_Task requirements_
Where the material below has a line containing "middle tip: (362, 169)", start repeating exactly, and keep going through the line containing "pinky tip: (457, 276)", with no other lines.

_Records to use_
--- --- ---
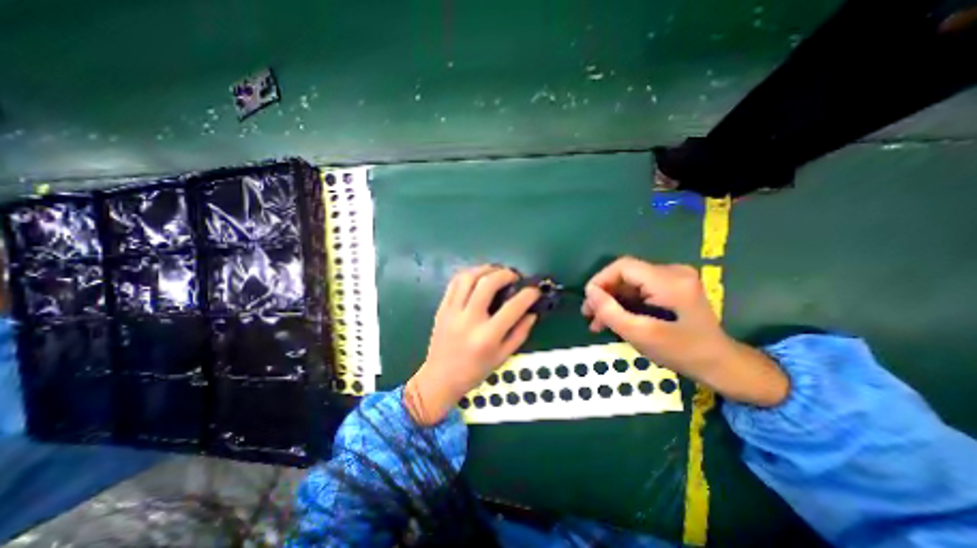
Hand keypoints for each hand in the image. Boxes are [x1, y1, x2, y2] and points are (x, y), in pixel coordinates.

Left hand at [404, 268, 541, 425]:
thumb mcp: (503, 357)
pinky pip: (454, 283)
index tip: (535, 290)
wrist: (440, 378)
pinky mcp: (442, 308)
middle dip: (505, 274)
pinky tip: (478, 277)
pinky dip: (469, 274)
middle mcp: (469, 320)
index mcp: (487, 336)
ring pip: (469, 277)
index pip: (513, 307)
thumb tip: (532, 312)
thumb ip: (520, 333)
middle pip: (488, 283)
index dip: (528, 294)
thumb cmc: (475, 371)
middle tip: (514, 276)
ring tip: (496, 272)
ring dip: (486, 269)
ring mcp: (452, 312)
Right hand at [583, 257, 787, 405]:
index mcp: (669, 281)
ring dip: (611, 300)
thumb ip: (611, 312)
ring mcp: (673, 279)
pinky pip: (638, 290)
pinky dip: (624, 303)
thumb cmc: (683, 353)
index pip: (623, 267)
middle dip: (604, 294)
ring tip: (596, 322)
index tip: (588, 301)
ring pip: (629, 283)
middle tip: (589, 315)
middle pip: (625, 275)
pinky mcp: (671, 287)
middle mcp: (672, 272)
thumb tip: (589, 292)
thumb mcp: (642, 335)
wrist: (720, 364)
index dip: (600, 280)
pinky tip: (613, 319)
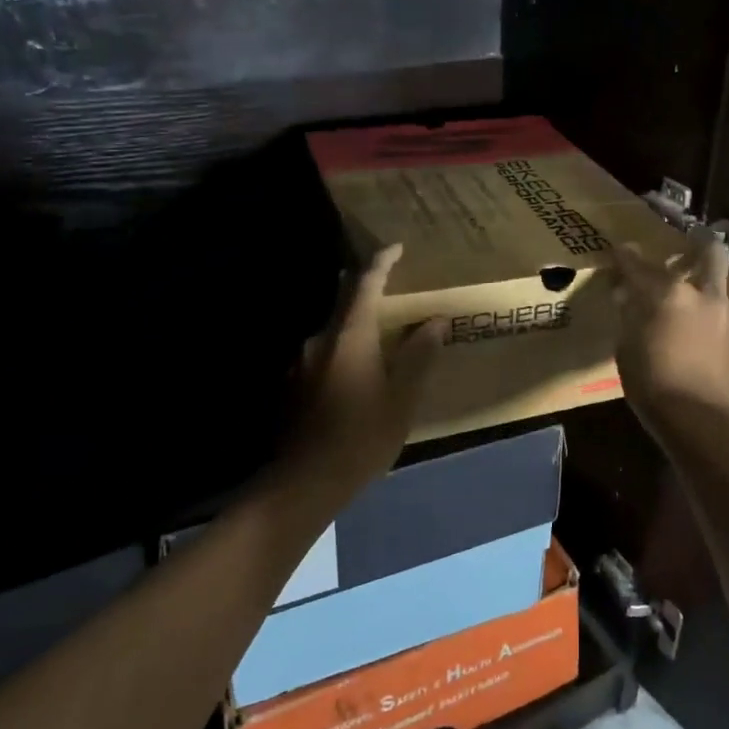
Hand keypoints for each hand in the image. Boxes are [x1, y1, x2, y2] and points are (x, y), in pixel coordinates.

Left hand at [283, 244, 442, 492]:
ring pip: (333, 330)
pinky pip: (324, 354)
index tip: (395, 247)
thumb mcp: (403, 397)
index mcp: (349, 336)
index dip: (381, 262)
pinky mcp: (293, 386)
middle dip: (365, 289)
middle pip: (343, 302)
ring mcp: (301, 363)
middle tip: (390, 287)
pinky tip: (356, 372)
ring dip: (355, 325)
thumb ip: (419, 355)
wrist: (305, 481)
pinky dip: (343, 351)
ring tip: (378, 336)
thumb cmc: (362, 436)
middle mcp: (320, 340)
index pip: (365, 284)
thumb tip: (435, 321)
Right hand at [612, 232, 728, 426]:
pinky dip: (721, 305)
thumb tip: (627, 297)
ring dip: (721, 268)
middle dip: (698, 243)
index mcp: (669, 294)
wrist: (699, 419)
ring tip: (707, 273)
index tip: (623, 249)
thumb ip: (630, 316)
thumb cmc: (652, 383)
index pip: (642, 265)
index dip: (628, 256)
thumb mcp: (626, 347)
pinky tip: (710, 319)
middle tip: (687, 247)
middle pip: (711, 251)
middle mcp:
--- --- ---
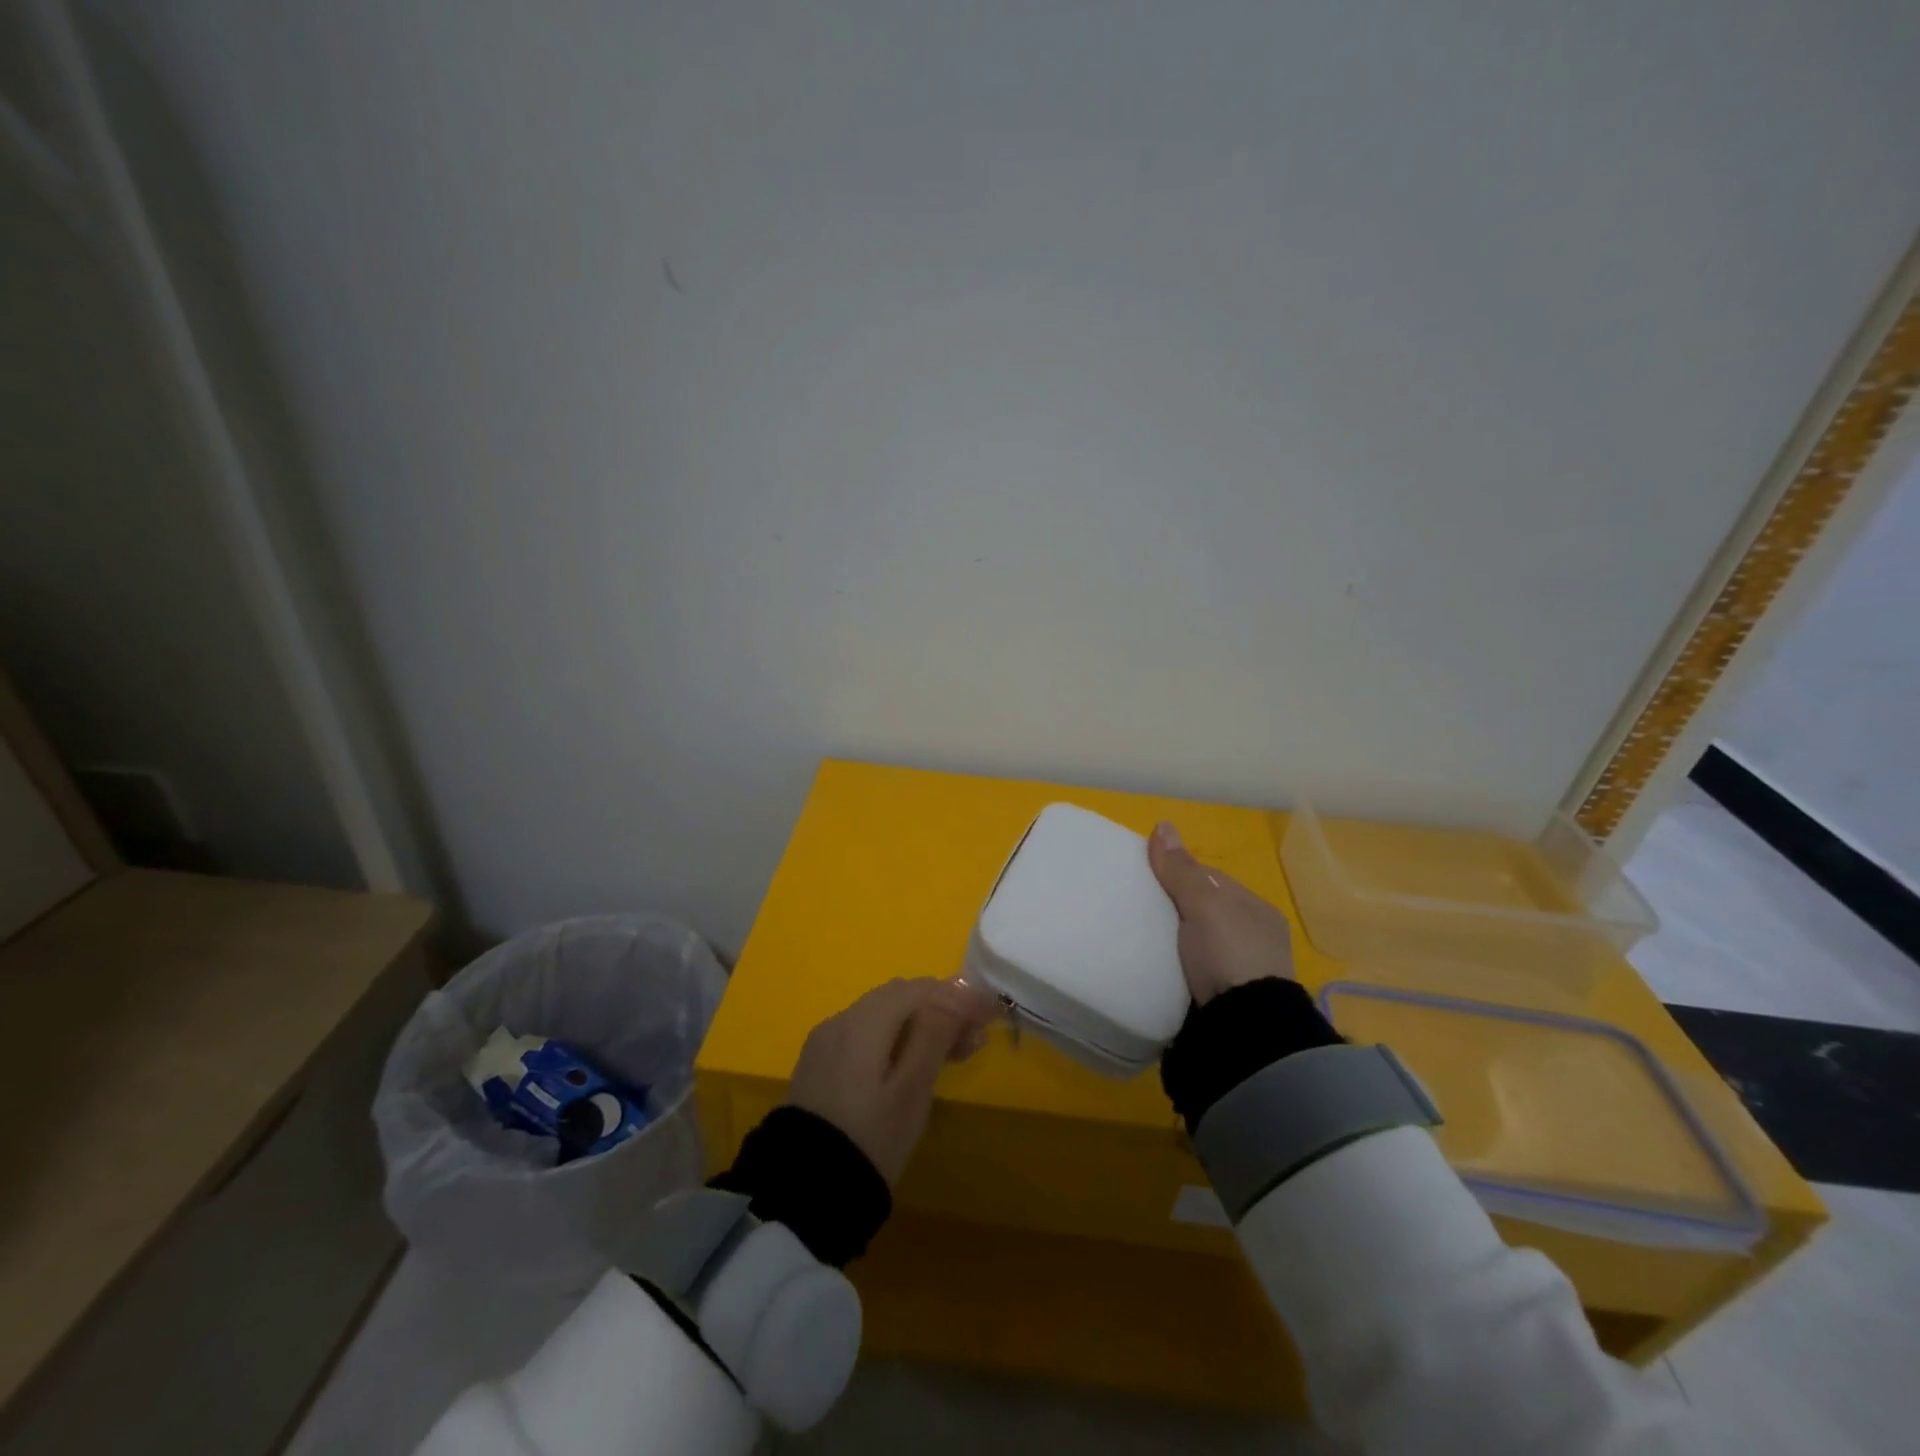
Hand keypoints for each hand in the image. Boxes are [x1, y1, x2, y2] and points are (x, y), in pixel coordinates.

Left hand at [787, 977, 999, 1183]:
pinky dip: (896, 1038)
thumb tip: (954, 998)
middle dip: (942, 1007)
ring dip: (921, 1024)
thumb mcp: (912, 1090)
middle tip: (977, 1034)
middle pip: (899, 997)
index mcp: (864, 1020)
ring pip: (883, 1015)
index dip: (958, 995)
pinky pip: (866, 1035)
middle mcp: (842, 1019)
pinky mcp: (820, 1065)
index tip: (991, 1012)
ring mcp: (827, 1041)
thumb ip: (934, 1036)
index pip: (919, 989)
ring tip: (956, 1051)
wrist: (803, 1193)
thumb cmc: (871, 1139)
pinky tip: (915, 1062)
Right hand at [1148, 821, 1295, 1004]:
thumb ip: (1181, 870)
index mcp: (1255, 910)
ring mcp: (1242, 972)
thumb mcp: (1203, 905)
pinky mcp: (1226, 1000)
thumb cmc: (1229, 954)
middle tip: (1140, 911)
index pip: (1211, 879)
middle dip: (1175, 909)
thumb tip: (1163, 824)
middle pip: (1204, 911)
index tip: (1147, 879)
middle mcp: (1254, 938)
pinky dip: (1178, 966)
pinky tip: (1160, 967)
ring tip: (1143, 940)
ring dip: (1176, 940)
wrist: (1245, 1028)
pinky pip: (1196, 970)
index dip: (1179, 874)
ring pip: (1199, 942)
--- --- ---
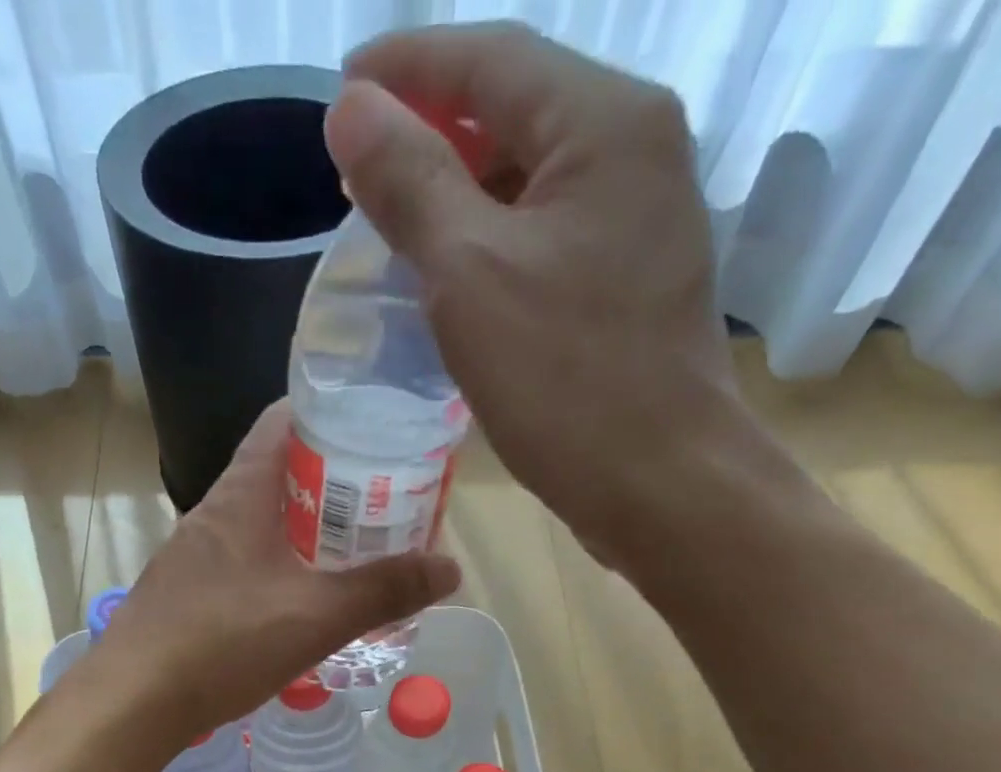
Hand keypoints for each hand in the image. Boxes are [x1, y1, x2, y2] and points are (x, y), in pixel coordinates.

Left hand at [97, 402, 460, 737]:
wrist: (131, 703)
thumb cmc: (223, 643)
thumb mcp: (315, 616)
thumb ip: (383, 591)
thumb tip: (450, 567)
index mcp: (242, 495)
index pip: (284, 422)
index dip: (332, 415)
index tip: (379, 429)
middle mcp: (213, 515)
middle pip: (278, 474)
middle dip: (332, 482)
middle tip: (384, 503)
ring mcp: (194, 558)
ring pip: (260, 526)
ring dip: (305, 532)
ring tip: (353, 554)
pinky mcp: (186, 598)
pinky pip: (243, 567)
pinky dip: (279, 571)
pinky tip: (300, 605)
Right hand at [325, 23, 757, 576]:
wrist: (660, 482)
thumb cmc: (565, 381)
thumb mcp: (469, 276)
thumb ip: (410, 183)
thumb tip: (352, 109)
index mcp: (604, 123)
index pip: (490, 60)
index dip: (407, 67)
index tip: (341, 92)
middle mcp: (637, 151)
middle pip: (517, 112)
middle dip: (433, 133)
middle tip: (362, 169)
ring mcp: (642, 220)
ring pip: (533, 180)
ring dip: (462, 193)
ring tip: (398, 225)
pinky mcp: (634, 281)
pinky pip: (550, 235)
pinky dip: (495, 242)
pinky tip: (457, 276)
--- --- ---
_Answer to this problem_
middle tip: (362, 169)
ring mcp: (642, 220)
ring pip: (533, 180)
ring dip: (462, 193)
ring tip: (398, 225)
pinky mcp: (634, 281)
pinky pip: (550, 235)
pinky dip: (495, 242)
pinky tip: (457, 276)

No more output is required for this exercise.